1University of California Davis, Sacramento, CA, USA, 2Washington University, Saint Louis, MO, USA, 3Cormatrix Cardiovascular, Alpharetta, GA, USA.

OBJECTIVE: Preliminary clinical experience with valve repair using matrix bioscaffolds (Cormatrix) has demonstrated that this material can remodel into the patients own tissue. Valves currently available for tricuspid valve replacement were not designed for the tricuspid position and do not provide annular to ventricular continuity resulting in suboptimal hemodynamics and physiology after implantation. The objective of the current study was to determine if complete valvular regeneration could be accomplished in a chronic ovine model using a uniquely designed matrix bioscaffold valve implanted via a new surgical technique.

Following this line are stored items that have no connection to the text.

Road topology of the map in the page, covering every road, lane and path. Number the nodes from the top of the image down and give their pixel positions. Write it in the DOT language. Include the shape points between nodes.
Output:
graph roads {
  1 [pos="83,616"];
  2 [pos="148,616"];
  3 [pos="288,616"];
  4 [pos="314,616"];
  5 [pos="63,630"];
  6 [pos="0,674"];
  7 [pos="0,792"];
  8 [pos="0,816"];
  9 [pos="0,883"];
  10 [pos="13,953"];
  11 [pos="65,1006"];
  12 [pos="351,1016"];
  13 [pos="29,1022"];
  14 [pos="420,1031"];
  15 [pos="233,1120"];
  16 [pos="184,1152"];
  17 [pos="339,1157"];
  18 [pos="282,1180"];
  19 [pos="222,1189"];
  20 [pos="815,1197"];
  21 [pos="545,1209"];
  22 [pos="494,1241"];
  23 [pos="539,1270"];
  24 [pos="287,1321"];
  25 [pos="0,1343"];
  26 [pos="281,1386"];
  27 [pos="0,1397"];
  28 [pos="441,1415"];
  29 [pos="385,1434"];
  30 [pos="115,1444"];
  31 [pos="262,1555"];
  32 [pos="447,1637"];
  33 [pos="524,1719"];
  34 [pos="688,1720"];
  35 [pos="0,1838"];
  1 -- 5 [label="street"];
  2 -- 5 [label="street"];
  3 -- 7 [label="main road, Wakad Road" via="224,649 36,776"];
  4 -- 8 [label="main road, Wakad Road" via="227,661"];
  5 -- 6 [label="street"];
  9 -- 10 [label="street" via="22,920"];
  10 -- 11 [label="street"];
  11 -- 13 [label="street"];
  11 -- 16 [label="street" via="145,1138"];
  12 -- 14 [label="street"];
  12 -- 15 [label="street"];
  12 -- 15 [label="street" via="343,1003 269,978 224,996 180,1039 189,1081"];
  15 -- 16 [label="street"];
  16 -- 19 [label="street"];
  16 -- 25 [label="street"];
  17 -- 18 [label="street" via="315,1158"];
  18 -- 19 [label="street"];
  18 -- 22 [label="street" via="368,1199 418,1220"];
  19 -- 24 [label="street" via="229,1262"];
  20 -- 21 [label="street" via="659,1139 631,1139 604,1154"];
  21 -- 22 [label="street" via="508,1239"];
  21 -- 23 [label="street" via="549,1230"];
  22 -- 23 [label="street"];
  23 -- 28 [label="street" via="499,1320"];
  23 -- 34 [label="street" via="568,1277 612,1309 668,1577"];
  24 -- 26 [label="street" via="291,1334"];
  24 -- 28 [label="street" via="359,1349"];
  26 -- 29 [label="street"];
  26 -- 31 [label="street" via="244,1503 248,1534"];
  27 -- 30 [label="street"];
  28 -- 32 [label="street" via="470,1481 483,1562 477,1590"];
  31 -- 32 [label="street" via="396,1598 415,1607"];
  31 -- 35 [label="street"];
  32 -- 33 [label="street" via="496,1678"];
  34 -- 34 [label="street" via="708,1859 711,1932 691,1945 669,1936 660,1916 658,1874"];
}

METHODS: A chronic study using an ovine model (n=4) evaluated valve function up to one year after implantation. The heart was approached through a small thoracotomy cardiopulmonary bypass established and the native tricuspid valve, including chordae excised. Based on annular size and annulus-papillary muscle depth, a Matrix sleeve valve was constructed. The ventricular end of the construct was first attached to the three papillary muscles and the annular end of the construct sutured to the annulus in a running fashion. Serial post-operative echocardiography was performed at 1 week, bimonthly, and at termination to evaluate in vivo valve function. Study animals were sacrificed at 3, 5, 8, and 12 months. Histological evaluation and scanning electron microscopy (SEM) were performed. .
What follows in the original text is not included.